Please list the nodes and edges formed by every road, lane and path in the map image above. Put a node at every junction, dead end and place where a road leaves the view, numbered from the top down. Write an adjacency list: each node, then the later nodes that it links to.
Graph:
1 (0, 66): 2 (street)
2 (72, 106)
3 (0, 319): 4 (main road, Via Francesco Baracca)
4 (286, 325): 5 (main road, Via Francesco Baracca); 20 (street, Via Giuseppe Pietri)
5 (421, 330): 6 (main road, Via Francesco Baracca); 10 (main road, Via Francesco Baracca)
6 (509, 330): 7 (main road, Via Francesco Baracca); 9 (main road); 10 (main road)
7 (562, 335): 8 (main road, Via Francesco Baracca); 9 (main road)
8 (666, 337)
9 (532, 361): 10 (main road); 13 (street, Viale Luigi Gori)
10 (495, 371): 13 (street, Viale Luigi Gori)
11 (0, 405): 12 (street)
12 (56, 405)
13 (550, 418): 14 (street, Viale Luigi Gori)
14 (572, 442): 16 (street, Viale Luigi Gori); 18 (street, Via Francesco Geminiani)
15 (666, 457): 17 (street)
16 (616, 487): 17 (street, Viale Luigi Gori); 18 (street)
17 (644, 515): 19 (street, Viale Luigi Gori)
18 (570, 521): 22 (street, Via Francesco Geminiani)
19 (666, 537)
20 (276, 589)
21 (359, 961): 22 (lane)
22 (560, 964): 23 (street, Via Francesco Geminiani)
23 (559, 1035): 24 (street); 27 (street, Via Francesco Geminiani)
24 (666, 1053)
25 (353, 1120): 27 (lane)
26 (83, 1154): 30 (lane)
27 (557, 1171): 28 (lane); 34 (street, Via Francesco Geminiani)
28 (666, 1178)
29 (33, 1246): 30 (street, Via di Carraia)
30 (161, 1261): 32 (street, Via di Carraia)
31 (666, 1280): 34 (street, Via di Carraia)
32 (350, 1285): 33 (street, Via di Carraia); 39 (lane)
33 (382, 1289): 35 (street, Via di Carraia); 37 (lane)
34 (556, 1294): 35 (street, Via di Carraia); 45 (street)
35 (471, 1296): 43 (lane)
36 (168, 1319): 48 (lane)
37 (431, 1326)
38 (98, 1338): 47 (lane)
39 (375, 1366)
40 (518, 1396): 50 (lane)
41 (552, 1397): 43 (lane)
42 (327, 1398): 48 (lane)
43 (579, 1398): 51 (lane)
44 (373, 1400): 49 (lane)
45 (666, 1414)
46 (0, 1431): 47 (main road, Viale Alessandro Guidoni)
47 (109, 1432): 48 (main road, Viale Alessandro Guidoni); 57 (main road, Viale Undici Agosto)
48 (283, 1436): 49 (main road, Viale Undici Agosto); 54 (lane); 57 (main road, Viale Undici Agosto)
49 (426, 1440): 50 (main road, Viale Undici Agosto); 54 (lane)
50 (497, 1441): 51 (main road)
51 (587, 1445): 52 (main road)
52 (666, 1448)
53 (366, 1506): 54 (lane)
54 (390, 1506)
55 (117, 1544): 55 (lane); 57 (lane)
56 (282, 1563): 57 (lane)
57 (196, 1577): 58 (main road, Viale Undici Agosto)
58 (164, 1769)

+ + + + +

Exercise:
Report each line of the material above where the word "Undici" appears.

Output of the exercise:
47 (109, 1432): 48 (main road, Viale Alessandro Guidoni); 57 (main road, Viale Undici Agosto)
48 (283, 1436): 49 (main road, Viale Undici Agosto); 54 (lane); 57 (main road, Viale Undici Agosto)
49 (426, 1440): 50 (main road, Viale Undici Agosto); 54 (lane)
57 (196, 1577): 58 (main road, Viale Undici Agosto)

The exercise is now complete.